The demand for AI chips, RAM, and SSDs has sharply driven up the prices of components and computers in general. Services are also starting to cost more. In the case of AWS, the company has updated the prices as of July 1st for reserving Amazon EC2 Capacity Blocks for ML, necessary to run AI and machine learning workloads. This is a significant increase, with costs now having risen by 20%.

AWS Raises Prices for Certain AI Workloads

The service with Amazon EC2 Capacity Blocks for ML allows the reservation of the amount of acceleration capacity necessary to execute machine learning workloads. The price of EC2 Capacity Blocks includes a reservation fee and a fee for the operating system. As indicated on the company’s website, "Starting from July 1, 2026, the hourly rates for accelerators will be: P6-B300 at $14.04 (all available AWS regions except AWS GovCloud regions), P6-B200 at $12.355 (all available regions except AWS GovCloud regions), P5 at $5.191 (all available US regions), P5 at $4.72 (all non-US available regions), P5e at $5.97 (all available regions), P5en at $6.865 (all available US regions), P5en at $6.241 (all non-US available regions), and P4de at $2.214 (all available US regions). All other prices will remain unchanged."

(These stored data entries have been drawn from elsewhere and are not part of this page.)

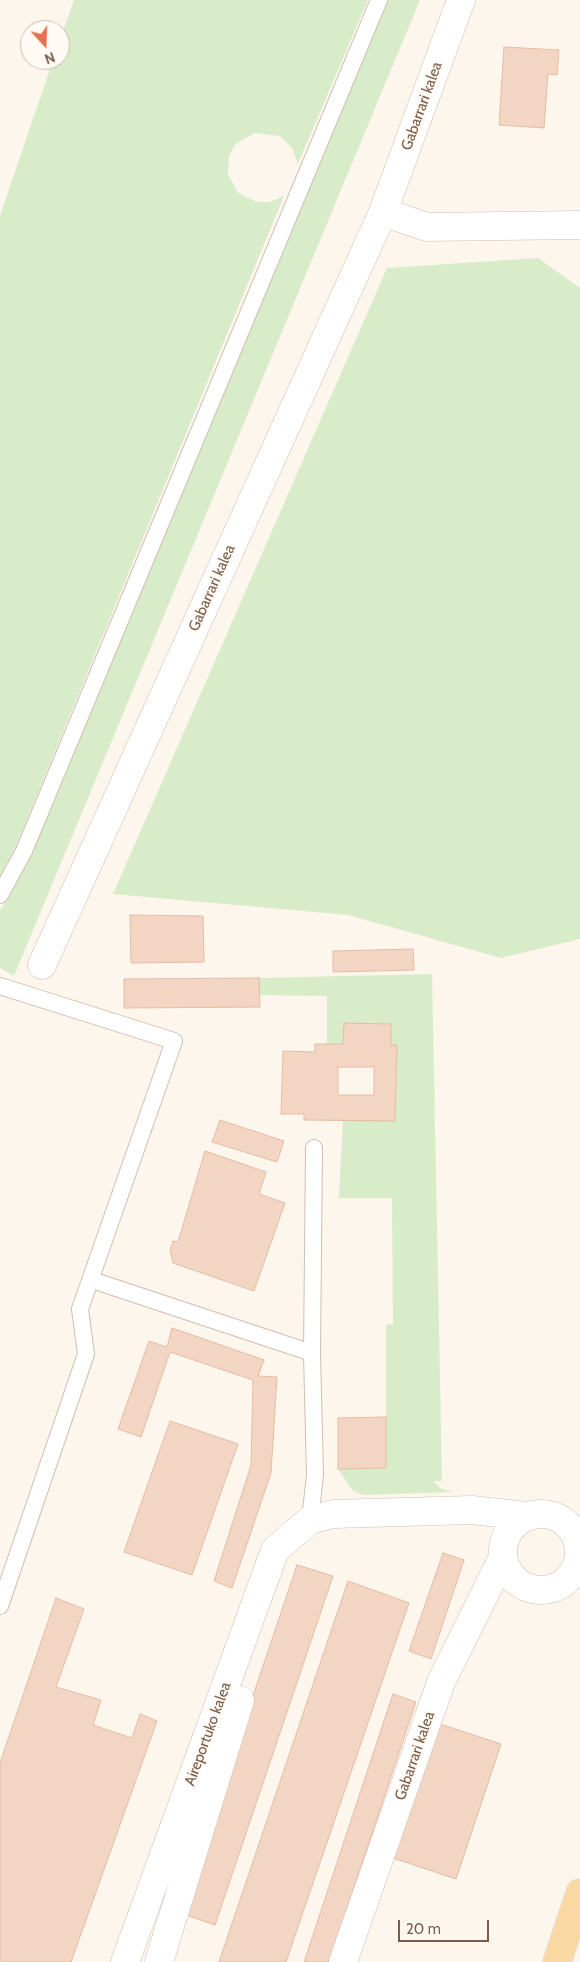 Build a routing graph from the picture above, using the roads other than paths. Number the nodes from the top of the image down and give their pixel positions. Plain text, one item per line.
1 (379, 0) edge
2 (460, 0) edge
3 (383, 212) junction
4 (580, 225) edge
5 (0, 895) edge
6 (42, 965) dead end
7 (0, 986) edge
8 (314, 1148) dead end
9 (92, 1280) junction
10 (312, 1353) junction
11 (526, 1516) junction
12 (310, 1520) junction
13 (576, 1529) edge
14 (503, 1557) junction
15 (0, 1606) edge
16 (580, 1892) edge
17 (125, 1962) edge
18 (159, 1962) edge
19 (343, 1962) edge
20 (556, 1962) edge

1 - 5 lane
2 - 3 street, Gabarrari kalea
3 - 4 street
3 - 6 street, Gabarrari kalea
7 - 9 lane
8 - 10 lane
9 - 10 lane
9 - 15 lane
10 - 12 lane
11 - 12 street, Aireportuko kalea
11 - 13 street
11 - 14 street, Gabarrari kalea
12 - 17 street, Aireportuko kalea
12 - 18 street, Aireportuko kalea
13 - 14 street
14 - 19 street, Gabarrari kalea
16 - 20 main road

This isn’t the first time; back in January 2026, AWS had already raised prices by about 15%.

Prices for other AI services, however, remain unchanged. It should be noted that Amazon EC2 Capacity Blocks for ML is not a necessary option for anyone running AI workloads. In fact, they are intended to ensure the availability of massive hardware resources for intensive and immediate workloads (like training and fine-tuning AI models) while avoiding queues and without needing to make long-term commitments, and are primarily used by those developing AI models for fine-tuning purposes.

Despite other services not experiencing price increases, it is evident that the success of AI is putting pressure on hardware manufacturers, both for chips and memory, who are struggling to keep pace with the enormous demand. This, in turn, is leading to ever-increasing costs for users.